The press council vice-chairman, Ohn Kyaing, was reported to have concurred by saying “the Tatmadaw and the media are of the same mind and aim.” Such statements have further demoralized younger reporters who feel abandoned not only by their elder journalists, but also the NLD and 1988 generation of activists who they previously held as pro-democracy icons.

In his inaugural speech in March, President U Win Myint mentioned the promotion of human rights three times (unlike his nominal superior Suu Kyi, for whom it is now seemingly a sullied term). He also said: “I wish to urge the media sector, which serve as the ears and eyes of the public, to understand the seriousness of their duties and to hold in high regard the public sector that they serve.”

Some journalists perceived this as a supportive message for their checking and balancing role. However, the president, like his predecessor, appears to have little real power. It is within his purview to pardon and release Kyaw Soe Oo and Wa Lone, for which domestic and international interlocutors have already strongly called. Those calls will no doubt fall on the deaf ears of Suu Kyi’s office, through which any executive pardon will no doubt need to be approved.

Since the previous military-backed regime lightened up on media censorship in 2012, Western donors have poured money into trainings for state media, an investment of diminishing returns now that much of that sector has become a delivery vehicle for government propaganda.
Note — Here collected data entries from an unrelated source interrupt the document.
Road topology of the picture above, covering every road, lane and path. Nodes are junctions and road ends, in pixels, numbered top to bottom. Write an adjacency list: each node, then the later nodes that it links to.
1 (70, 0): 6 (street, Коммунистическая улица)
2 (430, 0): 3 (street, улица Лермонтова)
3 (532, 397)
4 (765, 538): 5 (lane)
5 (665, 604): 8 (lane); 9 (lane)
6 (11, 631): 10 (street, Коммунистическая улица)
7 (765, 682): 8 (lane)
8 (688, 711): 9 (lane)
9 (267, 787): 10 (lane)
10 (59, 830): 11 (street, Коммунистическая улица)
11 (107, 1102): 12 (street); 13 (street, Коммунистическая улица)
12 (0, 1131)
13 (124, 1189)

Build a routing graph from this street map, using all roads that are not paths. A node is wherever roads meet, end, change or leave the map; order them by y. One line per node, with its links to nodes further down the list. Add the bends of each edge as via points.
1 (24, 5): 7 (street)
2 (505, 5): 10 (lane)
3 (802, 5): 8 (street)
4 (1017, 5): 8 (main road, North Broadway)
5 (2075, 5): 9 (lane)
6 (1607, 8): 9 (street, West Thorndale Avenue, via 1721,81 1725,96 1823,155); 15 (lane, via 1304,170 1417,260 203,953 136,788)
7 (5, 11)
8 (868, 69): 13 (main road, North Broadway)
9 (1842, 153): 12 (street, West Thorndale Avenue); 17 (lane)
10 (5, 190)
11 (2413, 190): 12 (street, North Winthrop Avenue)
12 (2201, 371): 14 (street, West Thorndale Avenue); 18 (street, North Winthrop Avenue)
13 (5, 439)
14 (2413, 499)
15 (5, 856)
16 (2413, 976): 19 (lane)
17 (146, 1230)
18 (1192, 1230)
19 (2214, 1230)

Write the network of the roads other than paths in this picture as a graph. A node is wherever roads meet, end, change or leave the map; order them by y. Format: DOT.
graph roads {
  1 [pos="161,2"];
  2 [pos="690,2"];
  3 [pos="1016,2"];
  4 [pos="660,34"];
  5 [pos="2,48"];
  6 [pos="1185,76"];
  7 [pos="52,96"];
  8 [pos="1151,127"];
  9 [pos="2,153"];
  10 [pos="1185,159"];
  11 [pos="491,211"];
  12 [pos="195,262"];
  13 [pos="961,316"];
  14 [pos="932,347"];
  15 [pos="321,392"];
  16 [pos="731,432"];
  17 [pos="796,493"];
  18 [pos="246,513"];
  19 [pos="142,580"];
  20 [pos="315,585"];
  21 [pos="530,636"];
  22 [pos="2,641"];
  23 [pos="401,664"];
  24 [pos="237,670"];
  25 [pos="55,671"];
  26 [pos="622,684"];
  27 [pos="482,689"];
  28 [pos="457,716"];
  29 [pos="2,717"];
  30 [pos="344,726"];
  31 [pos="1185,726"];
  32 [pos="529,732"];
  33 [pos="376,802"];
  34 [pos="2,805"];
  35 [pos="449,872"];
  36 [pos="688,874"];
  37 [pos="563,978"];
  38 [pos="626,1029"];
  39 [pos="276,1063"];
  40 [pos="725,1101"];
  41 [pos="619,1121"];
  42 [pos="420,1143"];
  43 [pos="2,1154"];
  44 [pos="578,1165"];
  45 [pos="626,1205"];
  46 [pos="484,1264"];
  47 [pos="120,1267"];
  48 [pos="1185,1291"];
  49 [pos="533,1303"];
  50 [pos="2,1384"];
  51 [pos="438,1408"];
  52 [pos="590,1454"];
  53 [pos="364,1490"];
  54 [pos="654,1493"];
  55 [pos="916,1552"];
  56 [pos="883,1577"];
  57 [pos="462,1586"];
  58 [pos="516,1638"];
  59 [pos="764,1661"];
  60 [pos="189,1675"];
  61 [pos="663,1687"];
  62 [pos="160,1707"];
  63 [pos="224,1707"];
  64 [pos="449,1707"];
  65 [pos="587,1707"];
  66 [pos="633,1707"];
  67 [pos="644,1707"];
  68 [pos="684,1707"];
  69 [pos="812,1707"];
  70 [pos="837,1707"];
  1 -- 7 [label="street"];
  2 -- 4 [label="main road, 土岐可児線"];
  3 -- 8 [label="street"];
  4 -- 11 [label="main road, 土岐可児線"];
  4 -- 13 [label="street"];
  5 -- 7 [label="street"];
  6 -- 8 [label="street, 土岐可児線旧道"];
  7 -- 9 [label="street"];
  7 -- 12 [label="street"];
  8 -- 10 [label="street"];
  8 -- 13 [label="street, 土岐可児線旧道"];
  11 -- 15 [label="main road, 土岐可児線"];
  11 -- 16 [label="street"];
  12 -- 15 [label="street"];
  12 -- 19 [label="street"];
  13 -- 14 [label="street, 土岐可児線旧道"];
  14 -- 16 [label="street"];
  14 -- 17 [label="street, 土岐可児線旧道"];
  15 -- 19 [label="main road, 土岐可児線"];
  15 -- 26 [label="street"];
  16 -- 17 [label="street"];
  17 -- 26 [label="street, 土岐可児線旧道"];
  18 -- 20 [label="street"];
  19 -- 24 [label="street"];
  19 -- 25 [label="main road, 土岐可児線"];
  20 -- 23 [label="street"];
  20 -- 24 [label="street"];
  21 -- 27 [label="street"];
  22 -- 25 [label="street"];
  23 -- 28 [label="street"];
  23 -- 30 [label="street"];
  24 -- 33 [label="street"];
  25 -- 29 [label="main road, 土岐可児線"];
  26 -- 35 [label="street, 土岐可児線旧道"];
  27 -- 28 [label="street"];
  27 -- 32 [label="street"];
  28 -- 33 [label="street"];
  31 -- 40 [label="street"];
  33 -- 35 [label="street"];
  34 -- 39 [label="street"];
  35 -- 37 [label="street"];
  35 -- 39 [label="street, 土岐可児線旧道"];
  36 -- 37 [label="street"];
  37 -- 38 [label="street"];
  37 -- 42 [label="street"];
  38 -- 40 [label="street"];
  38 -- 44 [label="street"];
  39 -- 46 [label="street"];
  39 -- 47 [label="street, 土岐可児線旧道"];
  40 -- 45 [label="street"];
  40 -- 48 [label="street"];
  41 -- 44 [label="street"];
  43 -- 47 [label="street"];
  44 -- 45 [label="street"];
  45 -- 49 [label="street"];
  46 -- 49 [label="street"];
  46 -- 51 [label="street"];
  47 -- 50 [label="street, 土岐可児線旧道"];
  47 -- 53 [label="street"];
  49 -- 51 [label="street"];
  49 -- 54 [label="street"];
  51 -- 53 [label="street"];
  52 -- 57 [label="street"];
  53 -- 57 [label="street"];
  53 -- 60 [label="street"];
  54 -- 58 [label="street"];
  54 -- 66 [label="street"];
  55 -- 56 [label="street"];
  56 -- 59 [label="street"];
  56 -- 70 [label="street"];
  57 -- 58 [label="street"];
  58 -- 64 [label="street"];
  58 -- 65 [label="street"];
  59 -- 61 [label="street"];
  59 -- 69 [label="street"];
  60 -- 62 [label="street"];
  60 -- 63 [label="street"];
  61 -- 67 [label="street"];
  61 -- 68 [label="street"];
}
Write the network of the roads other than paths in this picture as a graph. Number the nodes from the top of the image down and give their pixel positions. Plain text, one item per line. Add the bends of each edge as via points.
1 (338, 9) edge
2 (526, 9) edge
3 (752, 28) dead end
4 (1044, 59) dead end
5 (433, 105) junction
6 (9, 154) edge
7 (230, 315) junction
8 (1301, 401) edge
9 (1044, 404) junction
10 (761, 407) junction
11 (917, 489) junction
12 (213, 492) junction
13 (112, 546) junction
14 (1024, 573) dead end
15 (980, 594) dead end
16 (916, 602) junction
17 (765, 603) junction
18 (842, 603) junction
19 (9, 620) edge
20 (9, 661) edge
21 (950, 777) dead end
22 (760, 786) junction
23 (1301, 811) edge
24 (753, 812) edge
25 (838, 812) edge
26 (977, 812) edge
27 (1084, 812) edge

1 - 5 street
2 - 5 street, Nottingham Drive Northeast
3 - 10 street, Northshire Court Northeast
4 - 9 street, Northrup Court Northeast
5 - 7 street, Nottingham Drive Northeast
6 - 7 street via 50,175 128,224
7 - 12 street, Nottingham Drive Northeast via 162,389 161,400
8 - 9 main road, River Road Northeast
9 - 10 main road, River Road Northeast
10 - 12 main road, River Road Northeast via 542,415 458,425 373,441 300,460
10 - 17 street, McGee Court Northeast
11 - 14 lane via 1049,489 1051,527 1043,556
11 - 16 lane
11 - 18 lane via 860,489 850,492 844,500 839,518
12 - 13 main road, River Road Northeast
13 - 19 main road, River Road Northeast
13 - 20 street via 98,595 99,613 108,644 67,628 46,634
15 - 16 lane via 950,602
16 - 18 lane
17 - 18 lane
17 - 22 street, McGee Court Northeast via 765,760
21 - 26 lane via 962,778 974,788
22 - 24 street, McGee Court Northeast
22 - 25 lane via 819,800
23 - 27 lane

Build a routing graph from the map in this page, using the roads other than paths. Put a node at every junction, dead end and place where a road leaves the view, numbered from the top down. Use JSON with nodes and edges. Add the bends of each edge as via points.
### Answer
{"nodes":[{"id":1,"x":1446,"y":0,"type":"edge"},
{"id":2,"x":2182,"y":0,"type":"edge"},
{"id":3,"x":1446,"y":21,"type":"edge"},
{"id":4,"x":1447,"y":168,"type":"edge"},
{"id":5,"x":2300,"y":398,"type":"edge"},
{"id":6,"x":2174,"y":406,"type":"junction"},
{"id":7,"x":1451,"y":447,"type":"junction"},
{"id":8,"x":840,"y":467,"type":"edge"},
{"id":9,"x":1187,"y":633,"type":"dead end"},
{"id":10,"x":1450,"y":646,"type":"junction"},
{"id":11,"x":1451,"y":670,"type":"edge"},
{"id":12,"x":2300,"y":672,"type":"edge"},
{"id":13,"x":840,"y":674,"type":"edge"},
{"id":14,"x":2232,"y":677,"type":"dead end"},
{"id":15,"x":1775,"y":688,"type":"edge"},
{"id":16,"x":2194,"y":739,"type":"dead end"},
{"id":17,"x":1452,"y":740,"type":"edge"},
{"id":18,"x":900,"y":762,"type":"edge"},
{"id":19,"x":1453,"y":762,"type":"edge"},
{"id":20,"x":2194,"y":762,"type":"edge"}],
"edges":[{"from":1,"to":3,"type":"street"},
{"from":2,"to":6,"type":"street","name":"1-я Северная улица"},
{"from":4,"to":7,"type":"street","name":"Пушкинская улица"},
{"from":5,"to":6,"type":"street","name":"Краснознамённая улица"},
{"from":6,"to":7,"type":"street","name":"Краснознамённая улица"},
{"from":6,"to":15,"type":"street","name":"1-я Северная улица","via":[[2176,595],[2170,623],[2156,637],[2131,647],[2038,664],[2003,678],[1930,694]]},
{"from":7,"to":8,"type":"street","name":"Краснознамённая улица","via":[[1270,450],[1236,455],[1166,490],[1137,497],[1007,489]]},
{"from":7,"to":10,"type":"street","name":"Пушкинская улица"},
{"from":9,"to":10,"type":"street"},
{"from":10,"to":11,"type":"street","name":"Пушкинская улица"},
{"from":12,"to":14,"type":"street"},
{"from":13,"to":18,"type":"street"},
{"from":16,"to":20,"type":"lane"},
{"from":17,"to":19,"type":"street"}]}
Myanmar journalists wearing caps reading ‘Press Freedom.’ Photo: AFP/Soe Than Win

Those funds would now be better invested in independent media and young aspiring journalists, with an emphasis on conflict reporting and a deeper commitment to ethics to rebuild the quality of domestic coverage following the deep scars exacted by the Rakhine conflict.

International support is also a psychological salve for many journalists who continue to strive bravely to uncover hard facts in the face of government and Tatmadaw harassment.

With the Reuters reporters now serving seven years behind bars, will reporters dare to report critically on the shipwrecked nationwide peace process and intensifying ethnic armed conflicts across the country? Is it even remotely conceivable in sight of the Reuters precedent that local publications will challenge the government’s and military’s wholly unconvincing cover-up of their mass crimes in Rakhine state?

Suu Kyi’s government and Min Aung Hlaing’s military have unleashed ultra-nationalism in the service of covering up systematic abuses and in the process radicalized public opinion against the press. Will the NLD and Tatmadaw harness and intensify these furies to encourage even more self-censorship among the media?

The Reuters case is not just about two principled investigative reporters caught in the grinder of defiant official denials of the crimes against humanity perpetrated in Rakhine state. It remains an official rallying cry to punish any news coverage that refuses to conform with their pro-state messaging. And that is why the Reuters verdict has likely crushed whatever dogged morale remained among the media community.

While in the opposition to abusive military rule, Suu Kyi often appealed to the world to “use your freedom to promote ours” while she was under house arrest. The real justice from this disgraceful chapter of Myanmar’s transition will be using that same phrase against the patrician indifference of a once iconic leader who has renounced the very values she rose to democratic power on.